Collected data entries:

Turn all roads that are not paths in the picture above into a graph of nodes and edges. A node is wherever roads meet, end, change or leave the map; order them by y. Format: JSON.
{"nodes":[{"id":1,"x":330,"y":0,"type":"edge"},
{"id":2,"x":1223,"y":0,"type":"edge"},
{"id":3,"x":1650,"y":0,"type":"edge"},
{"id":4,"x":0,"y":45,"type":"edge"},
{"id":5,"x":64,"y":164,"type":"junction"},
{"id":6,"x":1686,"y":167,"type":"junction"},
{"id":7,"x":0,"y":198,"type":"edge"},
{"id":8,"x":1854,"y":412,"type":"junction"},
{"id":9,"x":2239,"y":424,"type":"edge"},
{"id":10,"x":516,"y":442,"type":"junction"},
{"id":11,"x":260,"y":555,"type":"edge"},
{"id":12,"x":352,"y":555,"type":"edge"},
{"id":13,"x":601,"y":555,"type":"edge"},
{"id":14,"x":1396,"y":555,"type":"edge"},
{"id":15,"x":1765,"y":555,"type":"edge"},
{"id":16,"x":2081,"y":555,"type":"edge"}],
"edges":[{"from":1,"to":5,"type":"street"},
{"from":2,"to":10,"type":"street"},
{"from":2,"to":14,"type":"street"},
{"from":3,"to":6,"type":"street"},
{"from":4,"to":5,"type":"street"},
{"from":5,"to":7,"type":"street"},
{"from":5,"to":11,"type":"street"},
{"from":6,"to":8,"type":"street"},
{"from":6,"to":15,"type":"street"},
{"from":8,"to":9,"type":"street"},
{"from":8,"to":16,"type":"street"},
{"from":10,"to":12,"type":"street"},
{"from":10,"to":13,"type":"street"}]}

### WHAT YOU WILL DO
How many lines in these entries hold the string "nodes"? Answer with the number alone.

### TASK RESULT
2